(EXTRACTED ENTRIES begins)
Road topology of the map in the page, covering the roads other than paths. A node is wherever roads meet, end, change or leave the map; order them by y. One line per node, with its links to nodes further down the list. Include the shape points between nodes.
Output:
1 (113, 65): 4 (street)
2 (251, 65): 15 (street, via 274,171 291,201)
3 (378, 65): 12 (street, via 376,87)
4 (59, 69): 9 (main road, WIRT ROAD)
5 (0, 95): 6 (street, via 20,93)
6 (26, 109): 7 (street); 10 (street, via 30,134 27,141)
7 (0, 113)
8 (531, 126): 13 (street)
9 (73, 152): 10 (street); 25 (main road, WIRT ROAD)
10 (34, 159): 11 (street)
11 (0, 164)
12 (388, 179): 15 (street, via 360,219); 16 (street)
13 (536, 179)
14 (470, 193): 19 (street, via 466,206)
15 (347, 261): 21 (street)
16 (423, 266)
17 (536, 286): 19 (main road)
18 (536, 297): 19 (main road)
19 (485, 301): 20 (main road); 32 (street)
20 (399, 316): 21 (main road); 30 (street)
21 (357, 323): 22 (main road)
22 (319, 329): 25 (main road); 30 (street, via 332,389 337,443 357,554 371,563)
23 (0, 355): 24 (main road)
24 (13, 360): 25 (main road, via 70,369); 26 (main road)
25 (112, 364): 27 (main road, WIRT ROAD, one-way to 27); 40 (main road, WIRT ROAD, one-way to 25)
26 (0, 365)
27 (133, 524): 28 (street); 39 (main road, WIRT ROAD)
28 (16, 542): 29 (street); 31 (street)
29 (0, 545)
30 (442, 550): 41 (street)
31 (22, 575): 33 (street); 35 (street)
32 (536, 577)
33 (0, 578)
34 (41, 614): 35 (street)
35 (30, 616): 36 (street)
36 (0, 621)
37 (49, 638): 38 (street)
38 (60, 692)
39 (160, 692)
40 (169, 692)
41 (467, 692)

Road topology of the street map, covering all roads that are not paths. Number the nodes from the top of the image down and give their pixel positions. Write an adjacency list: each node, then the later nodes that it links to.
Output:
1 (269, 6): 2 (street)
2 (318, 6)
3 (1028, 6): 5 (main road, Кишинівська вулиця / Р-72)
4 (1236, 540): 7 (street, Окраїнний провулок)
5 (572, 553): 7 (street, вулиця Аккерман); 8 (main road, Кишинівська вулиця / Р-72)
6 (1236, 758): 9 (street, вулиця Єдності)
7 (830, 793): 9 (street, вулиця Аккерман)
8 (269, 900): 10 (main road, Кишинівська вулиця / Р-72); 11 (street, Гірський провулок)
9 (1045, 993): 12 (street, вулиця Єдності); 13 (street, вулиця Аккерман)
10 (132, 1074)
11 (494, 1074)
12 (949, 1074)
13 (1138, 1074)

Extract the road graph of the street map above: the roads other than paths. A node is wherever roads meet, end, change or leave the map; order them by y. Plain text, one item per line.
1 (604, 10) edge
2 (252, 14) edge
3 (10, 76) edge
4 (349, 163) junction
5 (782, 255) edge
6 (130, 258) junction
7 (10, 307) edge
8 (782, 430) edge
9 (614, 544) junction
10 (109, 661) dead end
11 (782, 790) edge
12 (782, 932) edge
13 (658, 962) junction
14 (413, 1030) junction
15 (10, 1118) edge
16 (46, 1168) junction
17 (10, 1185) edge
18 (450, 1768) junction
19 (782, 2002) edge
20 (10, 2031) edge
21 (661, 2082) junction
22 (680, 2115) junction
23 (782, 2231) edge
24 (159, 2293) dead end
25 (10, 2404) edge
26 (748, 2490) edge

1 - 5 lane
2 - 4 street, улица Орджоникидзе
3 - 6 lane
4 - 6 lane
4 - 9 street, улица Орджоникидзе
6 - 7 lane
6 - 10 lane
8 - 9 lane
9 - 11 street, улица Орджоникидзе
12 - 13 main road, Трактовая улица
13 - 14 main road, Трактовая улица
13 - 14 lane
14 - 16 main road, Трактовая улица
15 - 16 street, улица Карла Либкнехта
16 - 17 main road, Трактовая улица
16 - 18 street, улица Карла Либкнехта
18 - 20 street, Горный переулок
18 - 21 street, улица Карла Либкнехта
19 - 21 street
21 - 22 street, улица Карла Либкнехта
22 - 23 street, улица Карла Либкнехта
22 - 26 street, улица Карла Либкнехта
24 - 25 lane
(EXTRACTED ENTRIES ends)
Recopy the entries above exactly, with every line included.

### RESPONSE
Road topology of the map in the page, covering the roads other than paths. A node is wherever roads meet, end, change or leave the map; order them by y. One line per node, with its links to nodes further down the list. Include the shape points between nodes.
Output:
1 (113, 65): 4 (street)
2 (251, 65): 15 (street, via 274,171 291,201)
3 (378, 65): 12 (street, via 376,87)
4 (59, 69): 9 (main road, WIRT ROAD)
5 (0, 95): 6 (street, via 20,93)
6 (26, 109): 7 (street); 10 (street, via 30,134 27,141)
7 (0, 113)
8 (531, 126): 13 (street)
9 (73, 152): 10 (street); 25 (main road, WIRT ROAD)
10 (34, 159): 11 (street)
11 (0, 164)
12 (388, 179): 15 (street, via 360,219); 16 (street)
13 (536, 179)
14 (470, 193): 19 (street, via 466,206)
15 (347, 261): 21 (street)
16 (423, 266)
17 (536, 286): 19 (main road)
18 (536, 297): 19 (main road)
19 (485, 301): 20 (main road); 32 (street)
20 (399, 316): 21 (main road); 30 (street)
21 (357, 323): 22 (main road)
22 (319, 329): 25 (main road); 30 (street, via 332,389 337,443 357,554 371,563)
23 (0, 355): 24 (main road)
24 (13, 360): 25 (main road, via 70,369); 26 (main road)
25 (112, 364): 27 (main road, WIRT ROAD, one-way to 27); 40 (main road, WIRT ROAD, one-way to 25)
26 (0, 365)
27 (133, 524): 28 (street); 39 (main road, WIRT ROAD)
28 (16, 542): 29 (street); 31 (street)
29 (0, 545)
30 (442, 550): 41 (street)
31 (22, 575): 33 (street); 35 (street)
32 (536, 577)
33 (0, 578)
34 (41, 614): 35 (street)
35 (30, 616): 36 (street)
36 (0, 621)
37 (49, 638): 38 (street)
38 (60, 692)
39 (160, 692)
40 (169, 692)
41 (467, 692)

Road topology of the street map, covering all roads that are not paths. Number the nodes from the top of the image down and give their pixel positions. Write an adjacency list: each node, then the later nodes that it links to.
Output:
1 (269, 6): 2 (street)
2 (318, 6)
3 (1028, 6): 5 (main road, Кишинівська вулиця / Р-72)
4 (1236, 540): 7 (street, Окраїнний провулок)
5 (572, 553): 7 (street, вулиця Аккерман); 8 (main road, Кишинівська вулиця / Р-72)
6 (1236, 758): 9 (street, вулиця Єдності)
7 (830, 793): 9 (street, вулиця Аккерман)
8 (269, 900): 10 (main road, Кишинівська вулиця / Р-72); 11 (street, Гірський провулок)
9 (1045, 993): 12 (street, вулиця Єдності); 13 (street, вулиця Аккерман)
10 (132, 1074)
11 (494, 1074)
12 (949, 1074)
13 (1138, 1074)

Extract the road graph of the street map above: the roads other than paths. A node is wherever roads meet, end, change or leave the map; order them by y. Plain text, one item per line.
1 (604, 10) edge
2 (252, 14) edge
3 (10, 76) edge
4 (349, 163) junction
5 (782, 255) edge
6 (130, 258) junction
7 (10, 307) edge
8 (782, 430) edge
9 (614, 544) junction
10 (109, 661) dead end
11 (782, 790) edge
12 (782, 932) edge
13 (658, 962) junction
14 (413, 1030) junction
15 (10, 1118) edge
16 (46, 1168) junction
17 (10, 1185) edge
18 (450, 1768) junction
19 (782, 2002) edge
20 (10, 2031) edge
21 (661, 2082) junction
22 (680, 2115) junction
23 (782, 2231) edge
24 (159, 2293) dead end
25 (10, 2404) edge
26 (748, 2490) edge

1 - 5 lane
2 - 4 street, улица Орджоникидзе
3 - 6 lane
4 - 6 lane
4 - 9 street, улица Орджоникидзе
6 - 7 lane
6 - 10 lane
8 - 9 lane
9 - 11 street, улица Орджоникидзе
12 - 13 main road, Трактовая улица
13 - 14 main road, Трактовая улица
13 - 14 lane
14 - 16 main road, Трактовая улица
15 - 16 street, улица Карла Либкнехта
16 - 17 main road, Трактовая улица
16 - 18 street, улица Карла Либкнехта
18 - 20 street, Горный переулок
18 - 21 street, улица Карла Либкнехта
19 - 21 street
21 - 22 street, улица Карла Либкнехта
22 - 23 street, улица Карла Либкнехта
22 - 26 street, улица Карла Либкнехта
24 - 25 lane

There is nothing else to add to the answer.